I need to very efficiently compare two maps in Clojure/Java, and return the difference as determined by Java\'s .equals(..), with nil/null equivalent to \"not present\".
You could also just use Maps.difference(..) method from Google's Guava libraries
I'm not sure what the absolutely most efficient way to do this is, but here's a couple of things which may be useful:
The basic expectation of behaviour from the question text is impossible: if a
and b
are maps such that b
contains at least one key not present in a
, (merge b <sth>)
cannot be equal to a
.
If you end up going with an interop solution but then need to go back to a PersistentHashMap
at some point, there's always
(clojure.lang.PersistentHashMap/create
(doto (java.util.HashMap.)
(.put :foo 1)
(.put :bar 2)))
; => {:foo 1 :bar 2}
If you need to pass the keyset of a Clojure map to a Java method, you can use
(.keySet {:foo 1 :bar 2})
; => #< [:foo, :bar]>
If all keys involved are guaranteed to be Comparable
, this could be exploited for efficient computation of difference
on maps with many keys (sort & merge scan). For unconstrained keys this is of course a no-go and for small maps it could actually hurt performance.
It's good to have a version written in Clojure, if only to set a baseline performance expectation. Here is one: (updated)
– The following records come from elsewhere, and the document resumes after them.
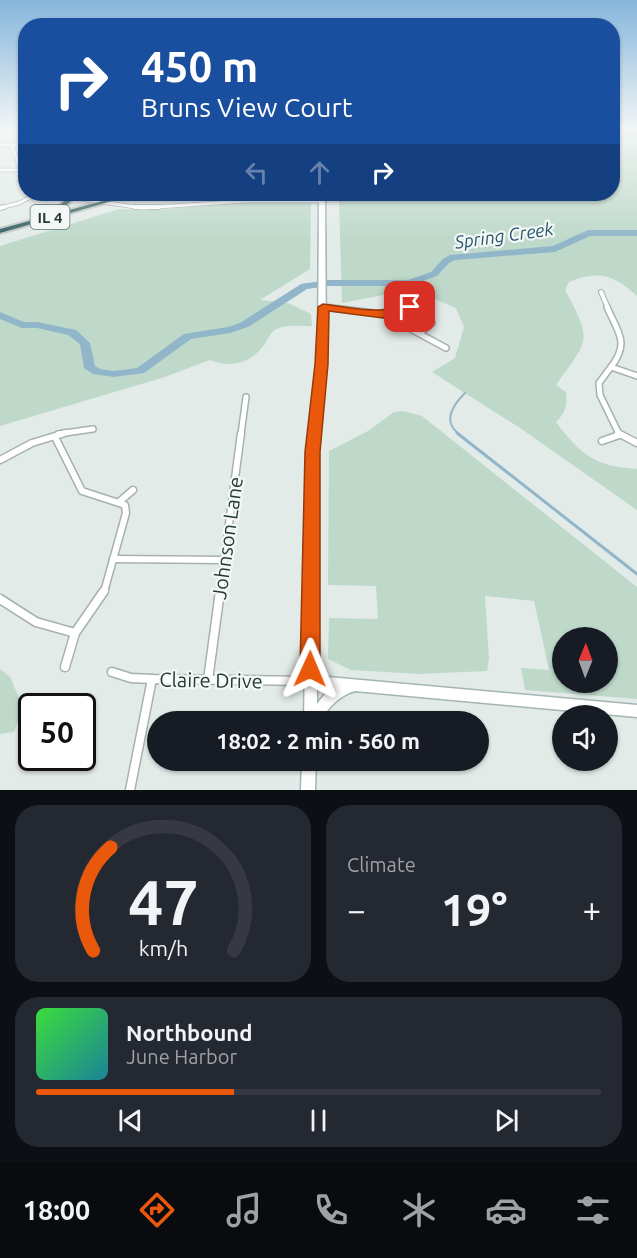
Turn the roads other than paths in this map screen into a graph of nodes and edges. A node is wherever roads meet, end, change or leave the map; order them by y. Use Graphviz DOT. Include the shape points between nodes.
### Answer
graph roads {
  1 [pos="0,170"];
  2 [pos="18,170"];
  3 [pos="22,201"];
  4 [pos="68,201"];
  5 [pos="83,201"];
  6 [pos="84,201"];
  7 [pos="90,201"];
  8 [pos="106,201"];
  9 [pos="117,201"];
  10 [pos="238,201"];
  11 [pos="322,201"];
  12 [pos="99,203"];
  13 [pos="62,207"];
  14 [pos="123,207"];
  15 [pos="0,208"];
  16 [pos="0,224"];
  17 [pos="0,230"];
  18 [pos="324,272"];
  19 [pos="601,292"];
  20 [pos="323,307"];
  21 [pos="383,314"];
  22 [pos="420,333"];
  23 [pos="446,348"];
  24 [pos="611,367"];
  25 [pos="637,376"];
  26 [pos="246,397"];
  27 [pos="93,429"];
  28 [pos="620,435"];
  29 [pos="55,436"];
  30 [pos="602,441"];
  31 [pos="637,443"];
  32 [pos="0,460"];
  33 [pos="134,489"];
  34 [pos="119,502"];
  35 [pos="113,560"];
  36 [pos="224,560"];
  37 [pos="0,599"];
  38 [pos="75,633"];
  39 [pos="65,667"];
  40 [pos="112,672"];
  41 [pos="152,679"];
  42 [pos="208,680"];
  43 [pos="310,681"];
  44 [pos="359,685"];
  45 [pos="311,711"];
  46 [pos="318,711"];
  47 [pos="637,711"];
  48 [pos="309,771"];
  49 [pos="130,790"];
  50 [pos="308,790"];
  1 -- 2 [label="street"];
  3 -- 15 [label="street"];
  4 -- 13 [label="highway"];
  5 -- 13 [label="highway, IL 4"];
  6 -- 17 [label="highway"];
  7 -- 12 [label="street"];
  8 -- 12 [label="highway, IL 4"];
  9 -- 14 [label="highway"];
  10 -- 14 [label="street"];
  11 -- 18 [label="main road"];
  12 -- 14 [label="street"];
  12 -- 17 [label="highway, IL 4"];
  13 -- 16 [label="highway, IL 4"];
  18 -- 20 [label="main road"];
  19 -- 24 [label="street" via="622,342 621,354"];
  20 -- 21 [label="street"];
  20 -- 43 [label="main road" via="313,452"];
  21 -- 22 [label="street"];
  21 -- 22 [label="street" via="404,307 422,310 432,323"];
  22 -- 23 [label="street"];
  24 -- 25 [label="street"];
  24 -- 28 [label="street" via="598,389"];
  26 -- 36 [label="street, Johnson Lane"];
  27 -- 29 [label="street" via="75,429"];
  28 -- 30 [label="street"];
  28 -- 31 [label="street"];
  29 -- 32 [label="street" via="15,450"];
  29 -- 34 [label="street" via="82,491"];
  33 -- 34 [label="street"];
  34 -- 35 [label="street" via="125,505 126,513"];
  35 -- 36 [label="street"];
  35 -- 38 [label="street" via="103,594"];
  36 -- 42 [label="street, Johnson Lane"];
  37 -- 38 [label="street" via="36,622"];
  38 -- 39 [label="street"];
  40 -- 41 [label="street, Claire Drive"];
  41 -- 42 [label="street, Claire Drive"];
  41 -- 49 [label="street"];
  42 -- 43 [label="street, Claire Drive"];
  43 -- 44 [label="main road"];
  43 -- 45 [label="main road"];
  44 -- 46 [label="main road" via="337,692"];
  44 -- 47 [label="main road"];
  48 -- 50 [label="main road"];
}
(defn map-difference [m1 m2]
(loop [m (transient {})
ks (concat (keys m1) (keys m2))]
(if-let [k (first ks)]
(let [e1 (find m1 k)
e2 (find m2 k)]
(cond (and e1 e2 (not= (e1 1) (e2 1))) (recur (assoc! m k (e1 1)) (next ks))
(not e1) (recur (assoc! m k (e2 1)) (next ks))
(not e2) (recur (assoc! m k (e1 1)) (next ks))
:else (recur m (next ks))))
(persistent! m))))
I think that just doing (concat (keys m1) (keys m2))
and possibly duplicating some work is likely more efficient most of the time than checking a given key is in "the other map" too at every step.
To wrap up the answer, here's a very simple-minded set-based version with the nice property that it says what it does -- if I misunderstood the spec, it should be readily apparent here. :-)
(defn map-difference [m1 m2]
(let [ks1 (set (keys m1))
ks2 (set (keys m2))
ks1-ks2 (set/difference ks1 ks2)
ks2-ks1 (set/difference ks2 ks1)
ks1*ks2 (set/intersection ks1 ks2)]
(merge (select-keys m1 ks1-ks2)
(select-keys m2 ks2-ks1)
(select-keys m1
(remove (fn [k] (= (m1 k) (m2 k)))
ks1*ks2)))))
I am not sure about its performance
(defn map-difference
[orig other]
(let [changed (set/difference (set orig) (set other))
added (set/difference (set (keys other)) (set (keys orig)))]
(reduce (fn [acc key]
(assoc acc key :missing))
(into {} changed)
added)))
I used :missing
key to avoid ambiguity between a nil
value in the original map, and a missing key -- you can of course change it to nil
.
What about...
(defn map-diff [m1 m2]
;; m1: hashmap
;; m2: hashmap
;; => the difference between them
(reduce merge
(map #(hash-map % (- (or (% m1) 0) (or (% m2) 0)))
(keys (merge m1 m2)))))
Clojure maps will be fine because reading clojure maps is very fast.
I can't answer you but I can give you something to look at. Brenton Ashworth made a testtool where he solved the problem with map compares. Maybe you can look at his code to get hint for implementation. http://formpluslogic.blogspot.com/2010/07/better-clojure-test-results-with-deview.html and http://github.com/brentonashworth/deview
I don't think there is a better implementation that compare the keys and look up if the are different.
In Java, Google Commons Collections offer a quite performant solution.